Expliquez les rapports, c'est très différent de l'adénovirus trouvé dans d'autres pays européens. En fait, elle est «pratiquement identique» à une souche trouvée chez les écureuils roux en Corée du Sud.

Cela laisse perplexe l’équipe multidisciplinaire d’enquêteurs du CIBIO-InBIO de l’Université de Porto (centre d’investigation sur la biodiversité et les ressources génétiques) – car ils ne peuvent pas comprendre comment cela est arrivé ici.

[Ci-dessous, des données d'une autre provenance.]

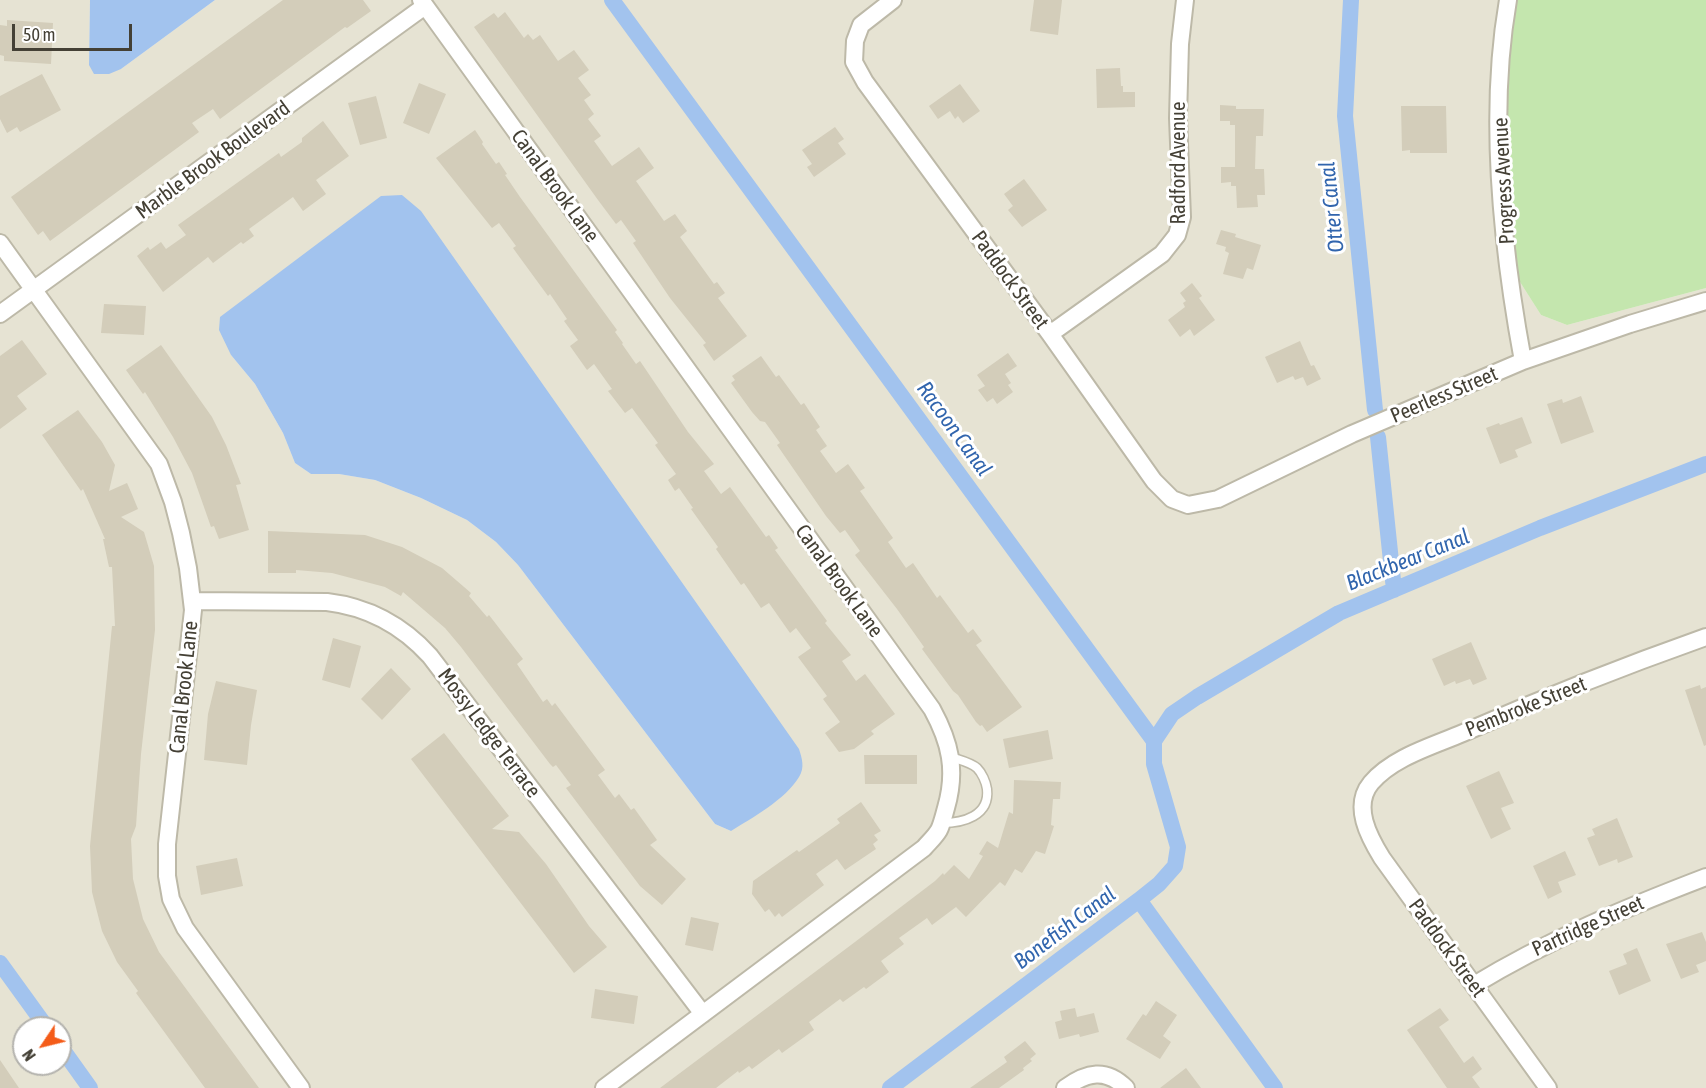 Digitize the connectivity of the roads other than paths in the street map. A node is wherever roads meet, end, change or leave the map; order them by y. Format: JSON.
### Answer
{"nodes":[{"id":1,"x":892,"y":0,"type":"edge"},
{"id":2,"x":1185,"y":0,"type":"edge"},
{"id":3,"x":1508,"y":0,"type":"edge"},
{"id":4,"x":423,"y":3,"type":"edge"},
{"id":5,"x":0,"y":243,"type":"edge"},
{"id":6,"x":34,"y":289,"type":"junction"},
{"id":7,"x":1706,"y":301,"type":"edge"},
{"id":8,"x":0,"y":314,"type":"edge"},
{"id":9,"x":1050,"y":334,"type":"junction"},
{"id":10,"x":1523,"y":361,"type":"junction"},
{"id":11,"x":1188,"y":505,"type":"joint"},
{"id":12,"x":192,"y":601,"type":"junction"},
{"id":13,"x":1706,"y":637,"type":"edge"},
{"id":14,"x":951,"y":757,"type":"junction"},
{"id":15,"x":1363,"y":801,"type":"joint"},
{"id":16,"x":941,"y":822,"type":"junction"},
{"id":17,"x":1706,"y":877,"type":"edge"},
{"id":18,"x":1474,"y":985,"type":"junction"},
{"id":19,"x":703,"y":1014,"type":"junction"},
{"id":20,"x":301,"y":1088,"type":"edge"},
{"id":21,"x":604,"y":1088,"type":"edge"},
{"id":22,"x":1065,"y":1088,"type":"edge"},
{"id":23,"x":1126,"y":1088,"type":"edge"},
{"id":24,"x":1548,"y":1088,"type":"edge"}],
"edges":[{"from":1,"to":9,"type":"street","name":"Paddock Street"},
{"from":2,"to":9,"type":"street","name":"Radford Avenue"},
{"from":3,"to":10,"type":"street","name":"Progress Avenue"},
{"from":4,"to":6,"type":"street","name":"Marble Brook Boulevard"},
{"from":4,"to":14,"type":"street","name":"Canal Brook Lane"},
{"from":5,"to":6,"type":"street","name":"Canal Brook Lane"},
{"from":6,"to":8,"type":"street","name":"Marble Brook Boulevard"},
{"from":6,"to":12,"type":"street","name":"Canal Brook Lane"},
{"from":7,"to":10,"type":"street","name":"Peerless Street"},
{"from":9,"to":11,"type":"street","name":"Paddock Street"},
{"from":10,"to":11,"type":"street","name":"Peerless Street"},
{"from":12,"to":19,"type":"street","name":"Mossy Ledge Terrace"},
{"from":12,"to":20,"type":"street","name":"Canal Brook Lane"},
{"from":13,"to":15,"type":"street","name":"Pembroke Street"},
{"from":14,"to":16,"type":"street","name":"Canal Brook Lane"},
{"from":14,"to":16,"type":"lane"},
{"from":15,"to":18,"type":"street","name":"Paddock Street"},
{"from":16,"to":19,"type":"street","name":"Canal Brook Lane"},
{"from":17,"to":18,"type":"street","name":"Partridge Street"},
{"from":18,"to":24,"type":"street","name":"Paddock Street"},
{"from":19,"to":21,"type":"street","name":"Canal Brook Lane"},
{"from":22,"to":23,"type":"street"}]}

Pour l'instant, tout ce qu'ils peuvent affirmer avec certitude, c'est que les écureuils roux – qui se sont éteints au XVIe siècle et n'ont commencé à se reconstituer que lentement dans les années 80 – sont une fois de plus sous "forte menace".

Selon l'auteur de l'étude, Pedro Beja, les résultats renforcent l'importance de surveiller la présence de ces virus au Portugal. Ce type d'informations est «fondamental pour identifier les menaces potentielles tant pour les animaux sauvages et domestiques que pour les humains».

Les adénovirus sont connus pour affecter les humains, provoquant généralement de la fièvre, des maladies respiratoires, une conjonctivite et une gastro-entérite.